Journal of Financial Planning: August 2011
William Reichenstein, Ph.D., CFA, is the Powers Professor of Investments at Baylor University, and head of research at Retiree Income.
In Reichenstein (2009), I examined the structure of indexed annuities (IAs) including equity-indexed annuities (EIAs). I concluded that “because of their design, IAs must underperform returns on similar risk portfolios of Treasuries and index funds.” In this column, I present the logic to readers of the Journal of Financial Planning. Separately, I discuss a recent critique of my study by VanderPal, Marrion, and Babbel (2011).
To assess the competitiveness of indexed annuity returns and specifically equity-indexed annuity returns, I used two frameworks. First and foremost, I looked at their structure. I concluded that because of their structure “all indexed annuities must produce below-market, risk-adjusted returns.” Second and less important, I examined hypothetical historical returns on four EIA contract designs and 13 contracts for 1957–2008.
Structure of IAs
Let’s review how an insurance firm would hedge the investment risk in an equity-indexed annuity.

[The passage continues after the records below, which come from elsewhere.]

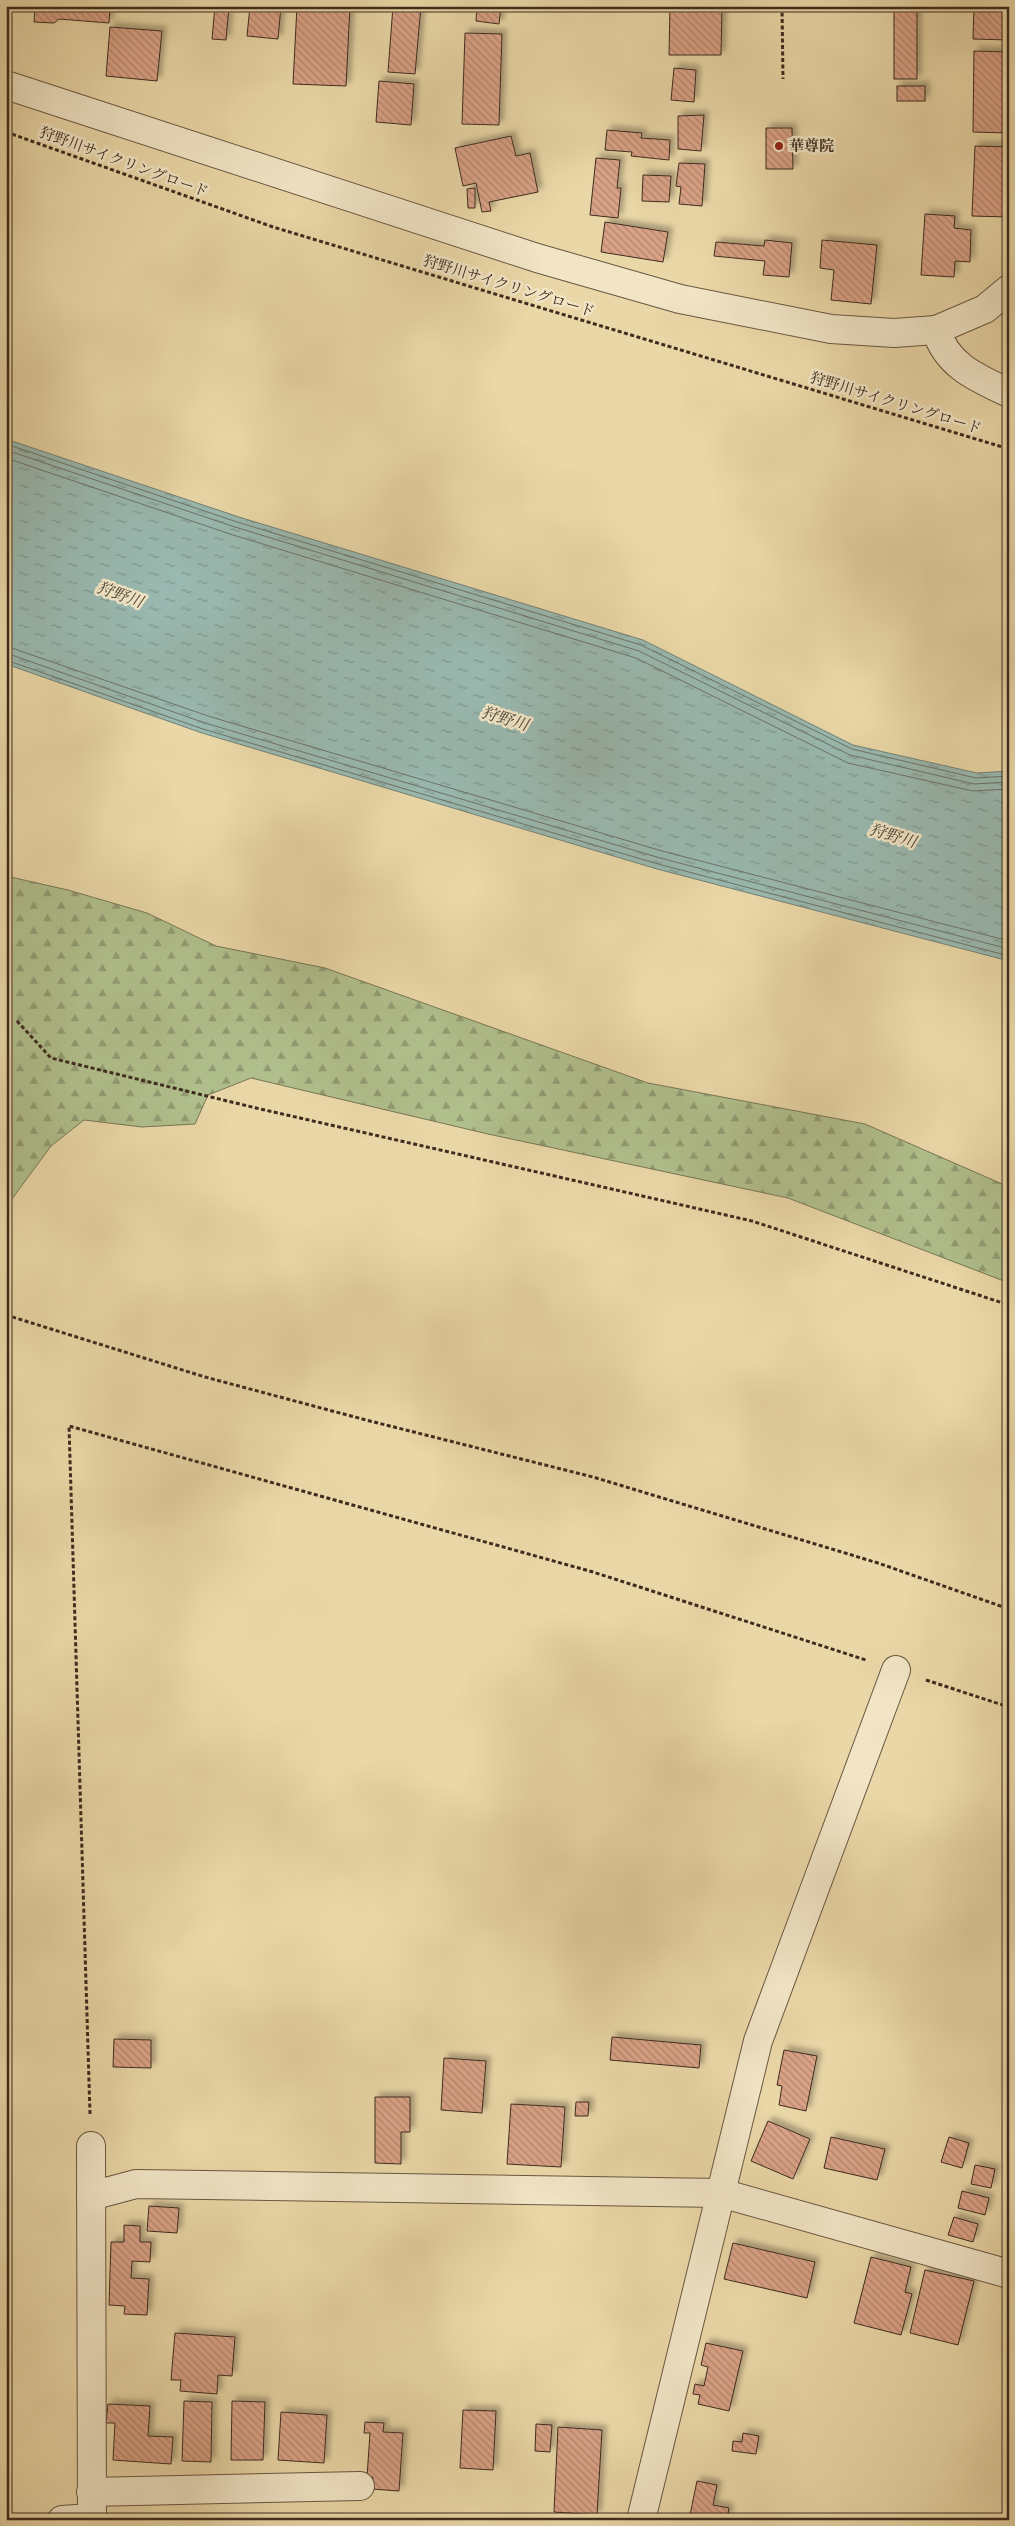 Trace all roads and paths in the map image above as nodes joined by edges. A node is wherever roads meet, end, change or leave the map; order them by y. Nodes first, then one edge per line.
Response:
1 (782, 6) edge
2 (783, 79) dead end
3 (6, 85) edge
4 (6, 132) edge
5 (1009, 289) edge
6 (936, 330) junction
7 (1009, 394) edge
8 (1009, 449) edge
9 (18, 1022) dead end
10 (1009, 1305) edge
11 (6, 1315) edge
12 (1009, 1609) edge
13 (896, 1670) junction
14 (1009, 1707) edge
15 (91, 2146) joint
16 (720, 2193) junction
17 (91, 2196) junction
18 (1009, 2274) edge
19 (360, 2486) dead end
20 (92, 2510) edge
21 (62, 2520) edge
22 (641, 2520) edge

1 - 2 path
3 - 6 street
4 - 8 path, 狩野川サイクリングロード
5 - 6 street
6 - 7 street
9 - 10 path
11 - 12 path
13 - 14 path
13 - 15 path
13 - 16 street
15 - 17 street
16 - 17 street
16 - 18 street
16 - 22 street
17 - 20 street
19 - 20 street
20 - 21 street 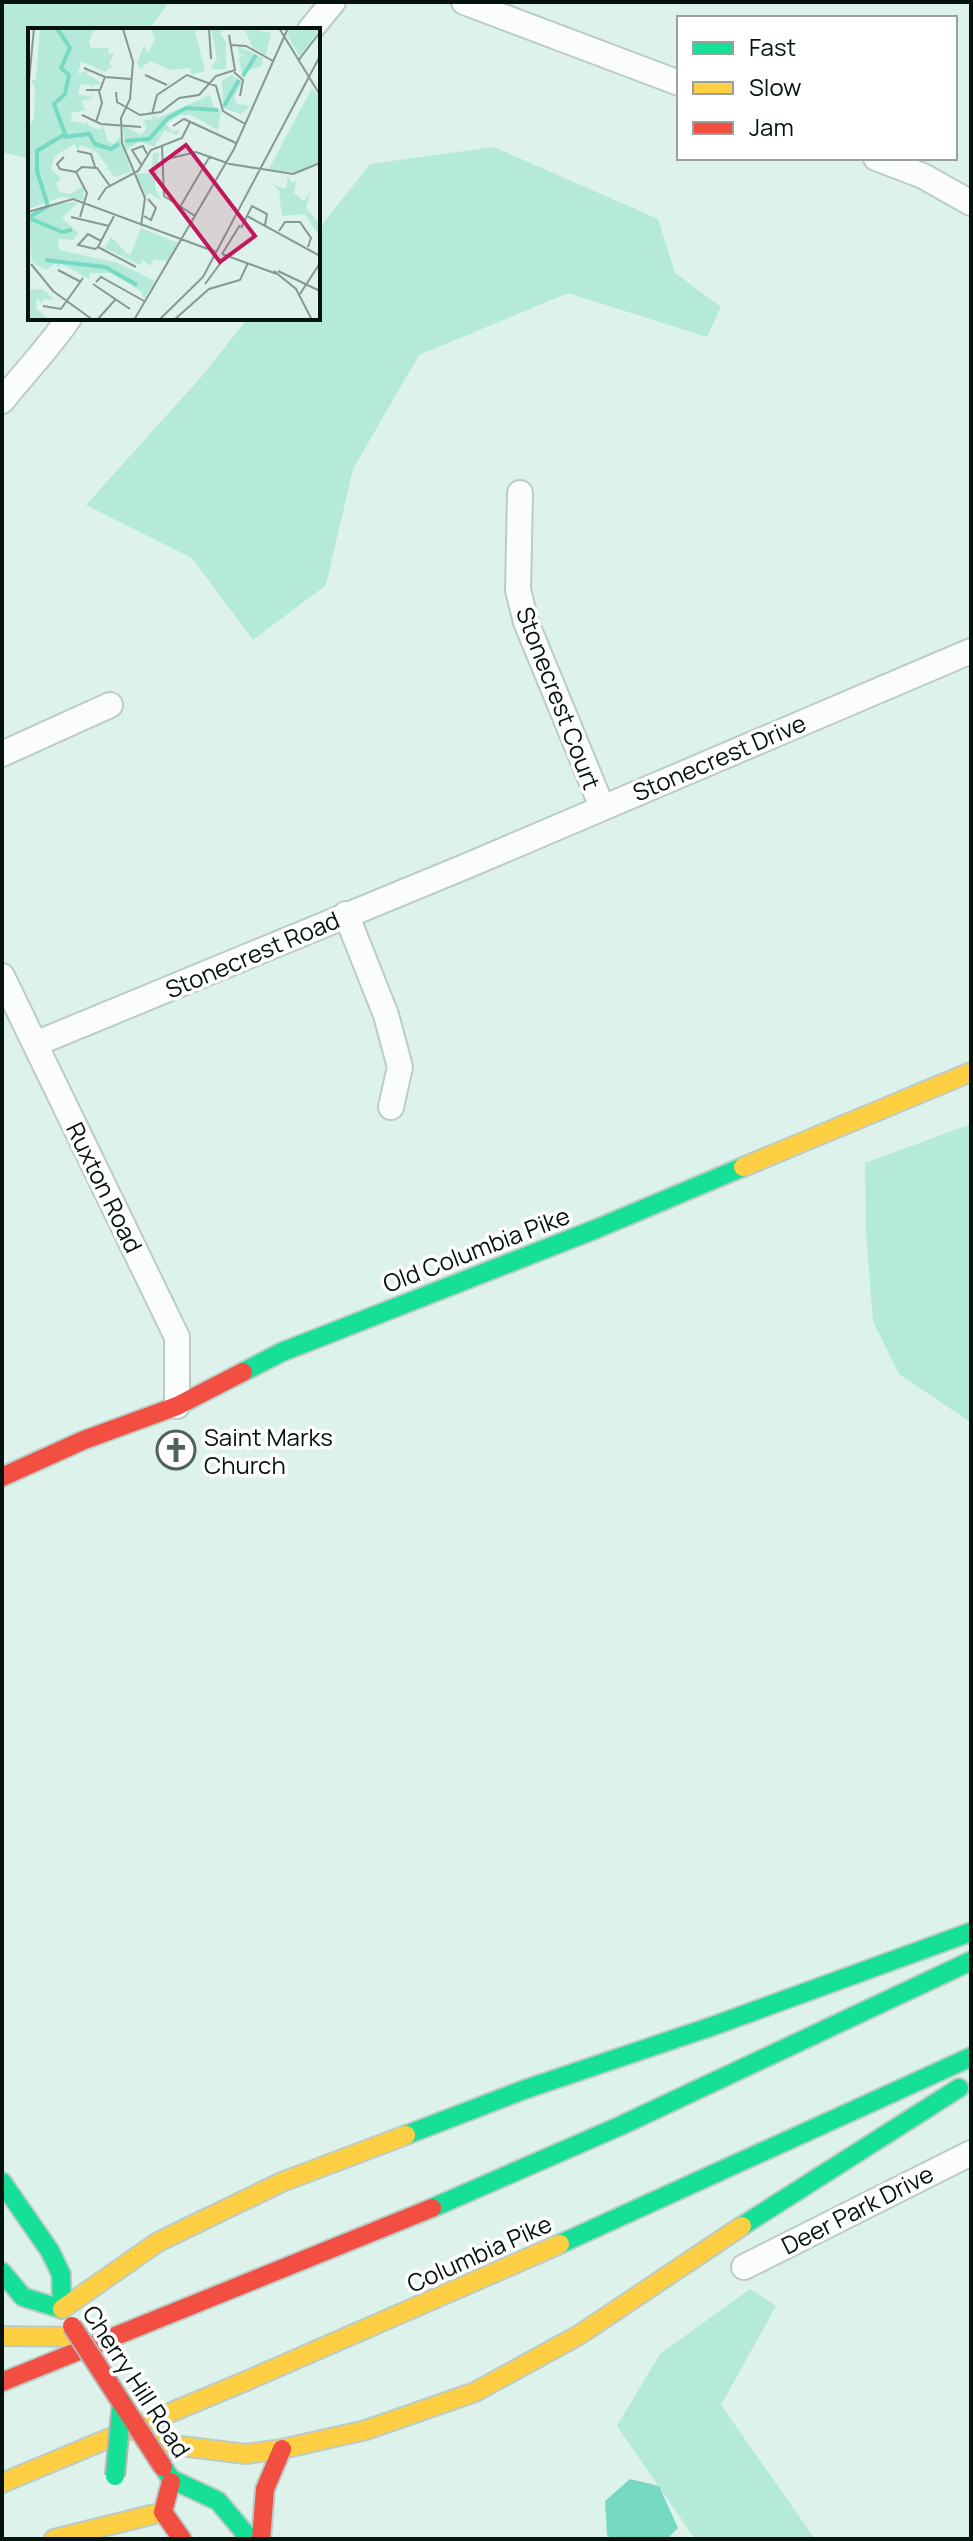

Consider the one-year annual reset EIA strategy (sometimes called one-year point to point). Each year, the interest credited is: Max(0, min(((It+1 – It)/It), cap rate)), where It is the index level at the beginning of the year, It+1 is the index level at the end of the year, and the cap rate places a cap on the return that year. Therefore, if the index level falls, the interest credited for the year is zero. If the index level rises, the return is the lesser of the price appreciation return on the index, (It+1 – It)/It, or the cap rate.
In this strategy and assuming a 5 percent yield, per $100 premium the insurance firm would invest about $95.18 in high-grade bonds [$100/(1.025)2, where 1.025 is one plus the semi-annual yield]. Of the remaining $4.82, the insurance firm may take $2.10 to pay for commissions, other expenses, and to provide a profit margin, and invest the remaining $2.72 in options; this $2.10 or 2.10 percent of premium is sometimes called a spread.
Suppose the S&P 500 Index is at 1,300. The insurance firm may set the cap rate at 5 percent on the one-year annual reset contract. The 5 percent would be selected because, based on option prices, the insurance firm would be able to use the $2.72 to buy enough at-the-money call options and sell enough call options with a 1,355 exercise price to provide the return should the index price rise for the year. Thus the investor receives up to 5 percent price appreciation, but is assured against a loss. Because interest rates and options’ implied volatilities change, the insurance firm would retain the right to set at its discretion the cap rate at the beginning of each contract year subject only to some minimum cap rate.
As discussed by Reilly and Brown (2009, p. 549), to try to add value compared with a passive investment strategy, active managers use one of three generic themes: (1) market timing; (2) overweighing stocks by sectors/industries, overweighing value or growth stocks, or overweighing stocks by size; and (3) through security selection. All attempts to beat a market index on a risk-adjusted basis use one or more of these three themes.
By design, indexed annuities cannot add value with any of these themes. By design, (1) they do not attempt market timing, (2) they do not make sector/industry/style/size bets, and (3) they do not try to add value through security selection. Furthermore, because hedging strategies usually require long and short positions in options contracts, the industry cannot argue that indexed annuity strategies beat the market because option values are consistently undervalued or overvalued. So, I concluded that the risk-adjusted returns on indexed annuities must trail the risk-adjusted returns available in marketable securities by the sum of their spread plus their transaction costs.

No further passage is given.